前述のように、家康が当主となったころの松平氏は弱小であり、今川氏に従属せざるを得ないほどの苦境に陥っていた。当然、門閥に限らず、有能な家臣を登用していかなければ、滅亡してしまうおそれもあったわけである。こうして、登用された家臣が、家康を支えていくことになった。もし、松平氏が、もとから三河の有力な大名であったとしたら、これほどの逸材は集まらなかったかもしれない。
こうした創業を支えた家臣団が、のちに「四天王」や「十六神将」と呼ばれるようになっていく。四天王とは、重臣筆頭である酒井忠次・本多忠勝・榊原康政・井伊直政を指し、十六神将とは、四天王に重臣12名を加えた部将を指している。なぜ、家康股肱の家臣団を四天王あるいは十六神将と呼ぶようになったのかについては、判然としない。しかし江戸時代になって、四天王に仏教の守護神である「十二神将」の数を足して十六神将となったのは、間違いなさそうである。そういう意味からすると、16という数字にはあまり意味がない。
四天王を除く十二神将に含まれるのは、今川氏に人質となっていた頃からの老臣である平岩親吉、三方ヶ原の戦いで活躍した内藤正成、長篠・設楽ヶ原の戦いで活躍した大久保忠世・忠佐兄弟、伊賀越えで家康を助けた服部正成(半蔵)、関ヶ原の戦いの前哨戦にあたる伏見城の戦いで討ち死にした鳥居元忠などである。ちなみに、十二神将に挙げられている部将の名前は、資料によっても異なる。部将の名前は、あくまでも江戸時代における時代意識を反映したものであり、十六神将に挙げられている部将だけが股肱の臣をさしているわけではない。

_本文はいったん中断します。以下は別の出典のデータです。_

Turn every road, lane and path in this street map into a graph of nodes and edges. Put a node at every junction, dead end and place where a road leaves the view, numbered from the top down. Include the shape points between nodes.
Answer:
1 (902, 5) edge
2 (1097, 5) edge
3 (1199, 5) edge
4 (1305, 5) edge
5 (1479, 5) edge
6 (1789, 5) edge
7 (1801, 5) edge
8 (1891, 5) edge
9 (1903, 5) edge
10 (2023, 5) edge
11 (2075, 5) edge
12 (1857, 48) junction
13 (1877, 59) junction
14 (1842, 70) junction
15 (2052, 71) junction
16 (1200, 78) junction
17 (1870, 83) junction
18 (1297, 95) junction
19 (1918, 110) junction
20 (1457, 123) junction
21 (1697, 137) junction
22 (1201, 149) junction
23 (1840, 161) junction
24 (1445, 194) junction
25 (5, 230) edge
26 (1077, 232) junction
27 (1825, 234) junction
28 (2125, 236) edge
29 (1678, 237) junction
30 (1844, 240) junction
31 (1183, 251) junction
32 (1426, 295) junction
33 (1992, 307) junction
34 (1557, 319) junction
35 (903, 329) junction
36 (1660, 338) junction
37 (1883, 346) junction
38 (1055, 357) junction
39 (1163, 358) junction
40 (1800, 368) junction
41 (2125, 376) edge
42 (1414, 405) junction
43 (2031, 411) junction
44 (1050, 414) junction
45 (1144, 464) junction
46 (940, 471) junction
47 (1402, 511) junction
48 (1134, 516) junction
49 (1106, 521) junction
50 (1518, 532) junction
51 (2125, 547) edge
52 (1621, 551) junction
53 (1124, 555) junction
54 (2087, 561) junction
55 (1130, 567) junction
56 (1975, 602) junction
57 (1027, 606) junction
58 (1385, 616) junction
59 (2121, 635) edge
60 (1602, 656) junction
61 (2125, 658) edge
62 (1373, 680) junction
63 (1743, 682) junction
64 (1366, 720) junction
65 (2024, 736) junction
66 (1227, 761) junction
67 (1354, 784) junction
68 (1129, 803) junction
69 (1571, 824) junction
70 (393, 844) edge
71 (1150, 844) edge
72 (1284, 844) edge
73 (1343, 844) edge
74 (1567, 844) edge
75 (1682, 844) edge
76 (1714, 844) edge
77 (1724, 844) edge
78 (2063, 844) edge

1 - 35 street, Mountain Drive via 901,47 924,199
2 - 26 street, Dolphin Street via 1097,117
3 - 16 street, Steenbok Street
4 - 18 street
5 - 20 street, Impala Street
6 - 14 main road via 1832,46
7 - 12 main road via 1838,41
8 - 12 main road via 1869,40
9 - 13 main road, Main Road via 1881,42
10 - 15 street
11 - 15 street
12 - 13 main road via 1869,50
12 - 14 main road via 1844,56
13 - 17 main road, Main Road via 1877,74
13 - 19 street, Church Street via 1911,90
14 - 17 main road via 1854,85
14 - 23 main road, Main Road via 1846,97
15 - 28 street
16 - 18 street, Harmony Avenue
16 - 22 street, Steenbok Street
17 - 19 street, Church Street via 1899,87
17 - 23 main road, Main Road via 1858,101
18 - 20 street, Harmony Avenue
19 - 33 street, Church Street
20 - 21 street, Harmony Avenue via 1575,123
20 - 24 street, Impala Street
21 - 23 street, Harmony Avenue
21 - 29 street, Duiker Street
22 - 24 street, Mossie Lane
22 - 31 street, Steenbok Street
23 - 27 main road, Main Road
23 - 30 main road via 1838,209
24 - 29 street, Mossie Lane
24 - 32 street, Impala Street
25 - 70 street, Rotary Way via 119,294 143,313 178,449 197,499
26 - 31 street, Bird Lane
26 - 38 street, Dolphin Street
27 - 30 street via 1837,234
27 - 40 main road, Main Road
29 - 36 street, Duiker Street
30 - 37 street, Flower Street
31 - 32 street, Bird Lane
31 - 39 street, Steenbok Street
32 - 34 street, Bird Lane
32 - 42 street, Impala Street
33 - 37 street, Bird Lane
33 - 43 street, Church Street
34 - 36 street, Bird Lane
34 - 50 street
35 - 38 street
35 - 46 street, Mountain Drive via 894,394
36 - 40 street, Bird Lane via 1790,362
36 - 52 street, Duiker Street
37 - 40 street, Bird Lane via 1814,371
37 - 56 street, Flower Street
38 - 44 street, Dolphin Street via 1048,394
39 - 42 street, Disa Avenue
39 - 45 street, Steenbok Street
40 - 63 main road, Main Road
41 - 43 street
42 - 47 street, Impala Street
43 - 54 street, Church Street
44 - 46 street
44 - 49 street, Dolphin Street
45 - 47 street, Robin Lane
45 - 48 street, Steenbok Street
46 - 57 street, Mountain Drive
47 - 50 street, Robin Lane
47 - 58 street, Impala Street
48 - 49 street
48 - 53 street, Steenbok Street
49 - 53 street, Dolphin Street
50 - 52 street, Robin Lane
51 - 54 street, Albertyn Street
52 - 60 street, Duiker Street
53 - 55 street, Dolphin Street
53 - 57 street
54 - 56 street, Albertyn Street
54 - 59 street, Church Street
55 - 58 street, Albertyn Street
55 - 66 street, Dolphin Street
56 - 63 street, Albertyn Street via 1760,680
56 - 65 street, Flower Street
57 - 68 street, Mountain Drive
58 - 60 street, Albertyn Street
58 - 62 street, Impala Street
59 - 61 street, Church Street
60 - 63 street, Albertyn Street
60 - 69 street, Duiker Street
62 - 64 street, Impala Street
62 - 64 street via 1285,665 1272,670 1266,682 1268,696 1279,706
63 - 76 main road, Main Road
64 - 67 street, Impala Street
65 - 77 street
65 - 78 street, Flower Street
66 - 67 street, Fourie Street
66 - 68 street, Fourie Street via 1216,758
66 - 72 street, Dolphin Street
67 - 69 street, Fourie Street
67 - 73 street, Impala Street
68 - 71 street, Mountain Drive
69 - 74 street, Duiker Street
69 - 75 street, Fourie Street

十六神将は、武功派の家臣が選ばれる傾向にあるが、家康を支えた吏僚派家臣の存在も忘れてはならない。たとえば、三河を統一したばかりの家康は、高力清長・本多重次・天野康景の3人に民政・訴訟を任せていた。この3人は「仏高力、鬼作左、どちへんなしの天野三兵」と謡われたといい、優しい高力清長、厳しい本多重次、公平な天野康景という三者三様の性格で三河一国の統治を成し遂げていた。
また、三河時代からの家老であった石川数正や、参謀として家康を支えた本多正信などの重臣も、十六神将に選ばれていない。いずれも、家康のもとから出奔したり、子孫の代に失脚するなどしており、後世の評価が高くなかったからである。